Dataset entries:
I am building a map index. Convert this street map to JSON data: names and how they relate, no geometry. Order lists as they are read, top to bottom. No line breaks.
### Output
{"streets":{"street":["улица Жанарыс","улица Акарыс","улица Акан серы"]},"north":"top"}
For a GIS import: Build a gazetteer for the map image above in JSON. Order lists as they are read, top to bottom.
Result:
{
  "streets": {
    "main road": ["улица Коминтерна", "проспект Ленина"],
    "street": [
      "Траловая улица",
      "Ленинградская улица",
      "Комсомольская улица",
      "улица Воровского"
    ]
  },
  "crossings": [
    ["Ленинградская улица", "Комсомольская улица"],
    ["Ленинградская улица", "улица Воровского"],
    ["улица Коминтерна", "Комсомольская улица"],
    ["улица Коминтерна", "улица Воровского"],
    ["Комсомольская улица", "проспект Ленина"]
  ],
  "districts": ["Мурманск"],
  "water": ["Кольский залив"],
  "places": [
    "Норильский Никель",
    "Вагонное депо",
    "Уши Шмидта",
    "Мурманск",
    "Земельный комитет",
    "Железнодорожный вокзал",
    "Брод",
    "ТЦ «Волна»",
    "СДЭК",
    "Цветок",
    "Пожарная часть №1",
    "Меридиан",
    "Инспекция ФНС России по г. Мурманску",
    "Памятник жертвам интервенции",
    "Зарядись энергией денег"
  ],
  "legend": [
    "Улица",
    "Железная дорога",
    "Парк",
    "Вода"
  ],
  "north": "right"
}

* [AIM OF THE EXERCISE] Search the data and copy each line containing "bottom".

* [ANSWER BOX]
I am building a map index. Convert this street map to JSON data: names and how they relate, no geometry. Order lists as they are read, top to bottom. No line breaks.
For a GIS import: Build a gazetteer for the map image above in JSON. Order lists as they are read, top to bottom.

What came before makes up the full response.